The letter from the pipeline company was dated September 13, 2016, appearing on day 362 and just in time to make sure the clock was stopped before the year had elapsed. It appears that, before DPMC raised the alarm, the State assumed it could sit silent and trust that its position would be understood by the federal agencies whose approvals should be dependent on Virginia’s certification. Unfortunately, the Federal Energy Regulatory Commission (FERC) could have read Virginia’s silence as a failure to act in a manner consistent with federal regulations. FERC has, in fact, assumed that silence by states signified intent to waive their responsibilities in other cases.
DPMC is grateful that Dominion provided its last-minute letter, acknowledging, as it must, that it has still not supplied the information needed for the DEQ to judge whether water quality could be protected if the pipeline was approved. It seems strange that the State would rely on the regulated party to provide the written proof needed to meet statutory conditions. (On September 15, 2016, Secretary of Natural Resources Molly Ward followed-up with a letter confirming the information provided in Dominion’s September 13, 2016 statement.)
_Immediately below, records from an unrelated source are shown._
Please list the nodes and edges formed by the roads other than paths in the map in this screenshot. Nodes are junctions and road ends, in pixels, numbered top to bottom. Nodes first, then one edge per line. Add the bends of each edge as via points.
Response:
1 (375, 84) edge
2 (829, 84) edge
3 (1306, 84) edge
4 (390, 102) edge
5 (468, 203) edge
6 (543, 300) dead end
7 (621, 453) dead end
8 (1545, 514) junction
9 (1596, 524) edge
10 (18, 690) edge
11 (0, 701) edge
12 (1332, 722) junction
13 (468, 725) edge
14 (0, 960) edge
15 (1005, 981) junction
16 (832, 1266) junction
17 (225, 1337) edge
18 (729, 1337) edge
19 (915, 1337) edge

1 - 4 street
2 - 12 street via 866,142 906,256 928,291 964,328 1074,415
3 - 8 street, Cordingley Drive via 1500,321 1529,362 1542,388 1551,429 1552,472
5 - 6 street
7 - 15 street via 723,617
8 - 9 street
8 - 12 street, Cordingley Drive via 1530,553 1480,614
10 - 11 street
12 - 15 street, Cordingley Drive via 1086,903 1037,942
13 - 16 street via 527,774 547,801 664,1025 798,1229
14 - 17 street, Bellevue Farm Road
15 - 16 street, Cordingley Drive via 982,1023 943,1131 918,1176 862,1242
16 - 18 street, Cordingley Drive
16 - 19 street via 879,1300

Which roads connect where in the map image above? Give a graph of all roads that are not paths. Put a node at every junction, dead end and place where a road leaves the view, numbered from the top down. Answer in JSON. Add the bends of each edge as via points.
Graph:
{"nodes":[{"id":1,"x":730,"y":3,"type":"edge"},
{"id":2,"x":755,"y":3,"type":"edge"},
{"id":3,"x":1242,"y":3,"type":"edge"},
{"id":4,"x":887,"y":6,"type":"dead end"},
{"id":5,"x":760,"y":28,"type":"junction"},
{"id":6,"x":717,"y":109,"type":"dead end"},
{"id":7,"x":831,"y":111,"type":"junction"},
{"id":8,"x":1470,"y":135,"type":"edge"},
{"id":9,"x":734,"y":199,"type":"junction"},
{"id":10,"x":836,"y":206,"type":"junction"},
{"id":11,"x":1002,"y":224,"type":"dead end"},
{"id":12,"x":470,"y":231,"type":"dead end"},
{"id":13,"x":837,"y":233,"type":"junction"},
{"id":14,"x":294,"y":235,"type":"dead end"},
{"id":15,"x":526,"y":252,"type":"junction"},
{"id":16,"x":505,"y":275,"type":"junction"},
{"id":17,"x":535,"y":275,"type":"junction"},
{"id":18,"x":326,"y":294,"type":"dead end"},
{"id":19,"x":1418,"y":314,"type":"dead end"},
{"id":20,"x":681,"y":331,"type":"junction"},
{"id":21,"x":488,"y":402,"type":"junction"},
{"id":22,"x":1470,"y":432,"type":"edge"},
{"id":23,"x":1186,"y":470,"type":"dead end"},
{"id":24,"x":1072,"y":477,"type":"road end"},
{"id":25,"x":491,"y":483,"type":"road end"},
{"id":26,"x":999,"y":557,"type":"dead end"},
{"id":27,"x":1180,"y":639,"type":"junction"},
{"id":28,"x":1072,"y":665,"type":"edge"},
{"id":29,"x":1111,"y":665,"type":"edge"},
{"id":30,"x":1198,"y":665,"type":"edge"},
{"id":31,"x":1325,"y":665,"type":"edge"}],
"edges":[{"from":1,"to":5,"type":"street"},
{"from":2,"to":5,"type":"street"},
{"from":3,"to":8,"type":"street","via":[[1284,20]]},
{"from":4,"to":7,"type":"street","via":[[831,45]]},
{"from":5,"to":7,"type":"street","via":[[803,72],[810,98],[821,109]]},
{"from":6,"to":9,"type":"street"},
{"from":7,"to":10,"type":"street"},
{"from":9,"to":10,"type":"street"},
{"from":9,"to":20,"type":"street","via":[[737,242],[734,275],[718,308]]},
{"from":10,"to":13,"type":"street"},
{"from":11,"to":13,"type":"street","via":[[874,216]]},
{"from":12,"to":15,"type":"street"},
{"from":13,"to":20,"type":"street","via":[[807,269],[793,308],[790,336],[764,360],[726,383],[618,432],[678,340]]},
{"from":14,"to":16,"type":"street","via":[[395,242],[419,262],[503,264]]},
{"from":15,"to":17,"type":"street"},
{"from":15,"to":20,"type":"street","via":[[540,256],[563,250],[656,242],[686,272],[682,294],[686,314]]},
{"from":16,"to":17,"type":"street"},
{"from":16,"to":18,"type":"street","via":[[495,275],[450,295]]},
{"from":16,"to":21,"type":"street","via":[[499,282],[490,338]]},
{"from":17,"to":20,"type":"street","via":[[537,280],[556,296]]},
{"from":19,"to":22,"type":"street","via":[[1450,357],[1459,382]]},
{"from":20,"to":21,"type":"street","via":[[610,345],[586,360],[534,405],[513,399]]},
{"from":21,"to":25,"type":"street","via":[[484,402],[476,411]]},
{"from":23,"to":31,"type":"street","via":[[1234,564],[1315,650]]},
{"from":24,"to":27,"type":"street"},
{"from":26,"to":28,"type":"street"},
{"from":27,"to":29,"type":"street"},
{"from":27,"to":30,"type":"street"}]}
We remain puzzled that DEQ, according to an August 23, 2016 letter from the Secretary of Natural Resources, was still just “evaluating the scope of its authority under FERC requirements for” the CWA section 401 review. In attempts to prompt that analysis by the State, DPMC has provided its own extensive legal reviews of states’ authorities, hoping Virginia officials would engage in an exchange of opinions on these matters. Though we asked very specific questions of the State, its letter of reply supplied no specific answers, even after officials had over four months to formulate its opinions.
Secretary Ward’s letter assured us that our “voice is critical” as Governor McAuliffe’s administration works to find solutions to challenges facing Virginia and its citizens. We hope that is true but we are disheartened to have seen little proof our voice is actually being heard.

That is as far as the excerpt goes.